AVAILABLE DATA Start Marker

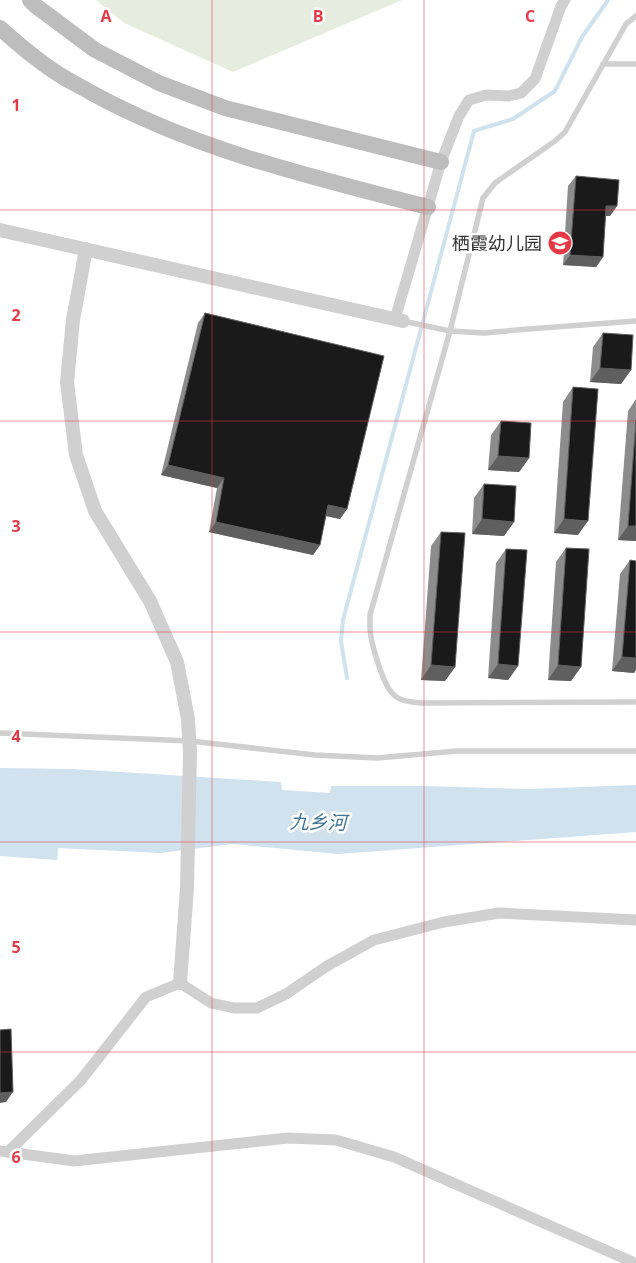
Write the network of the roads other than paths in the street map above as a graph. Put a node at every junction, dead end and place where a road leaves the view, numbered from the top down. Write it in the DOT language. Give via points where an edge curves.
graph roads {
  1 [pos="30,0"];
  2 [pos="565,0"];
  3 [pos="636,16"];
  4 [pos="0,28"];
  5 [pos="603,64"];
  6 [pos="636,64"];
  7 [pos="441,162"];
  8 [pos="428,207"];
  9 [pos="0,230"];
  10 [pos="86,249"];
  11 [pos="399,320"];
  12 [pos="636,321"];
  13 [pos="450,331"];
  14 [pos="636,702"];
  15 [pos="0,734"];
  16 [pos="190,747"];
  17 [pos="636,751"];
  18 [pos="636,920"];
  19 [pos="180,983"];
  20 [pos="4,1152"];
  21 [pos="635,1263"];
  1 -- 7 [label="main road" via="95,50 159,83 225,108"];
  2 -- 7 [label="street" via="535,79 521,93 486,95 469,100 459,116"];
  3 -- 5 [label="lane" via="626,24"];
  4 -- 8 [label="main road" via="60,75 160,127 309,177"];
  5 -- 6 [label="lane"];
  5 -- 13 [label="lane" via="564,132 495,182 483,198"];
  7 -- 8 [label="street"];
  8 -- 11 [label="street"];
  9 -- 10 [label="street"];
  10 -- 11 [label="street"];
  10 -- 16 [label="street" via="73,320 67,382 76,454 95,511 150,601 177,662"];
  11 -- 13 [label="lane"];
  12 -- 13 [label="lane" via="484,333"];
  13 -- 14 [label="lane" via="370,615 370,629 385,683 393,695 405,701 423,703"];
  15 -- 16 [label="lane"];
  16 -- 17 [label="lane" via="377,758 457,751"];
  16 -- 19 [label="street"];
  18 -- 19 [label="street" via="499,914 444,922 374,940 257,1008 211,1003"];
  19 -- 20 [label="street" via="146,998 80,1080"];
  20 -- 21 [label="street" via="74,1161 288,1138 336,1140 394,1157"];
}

AVAILABLE DATA End Marker

- _AIM OF THE EXERCISE_:
Write down every line of the data above that includes the string "street".

- _EXERCISE RESPONSE_:
Write the network of the roads other than paths in the street map above as a graph. Put a node at every junction, dead end and place where a road leaves the view, numbered from the top down. Write it in the DOT language. Give via points where an edge curves.
  2 -- 7 [label="street" via="535,79 521,93 486,95 469,100 459,116"];
  7 -- 8 [label="street"];
  8 -- 11 [label="street"];
  9 -- 10 [label="street"];
  10 -- 11 [label="street"];
  10 -- 16 [label="street" via="73,320 67,382 76,454 95,511 150,601 177,662"];
  16 -- 19 [label="street"];
  18 -- 19 [label="street" via="499,914 444,922 374,940 257,1008 211,1003"];
  19 -- 20 [label="street" via="146,998 80,1080"];
  20 -- 21 [label="street" via="74,1161 288,1138 336,1140 394,1157"];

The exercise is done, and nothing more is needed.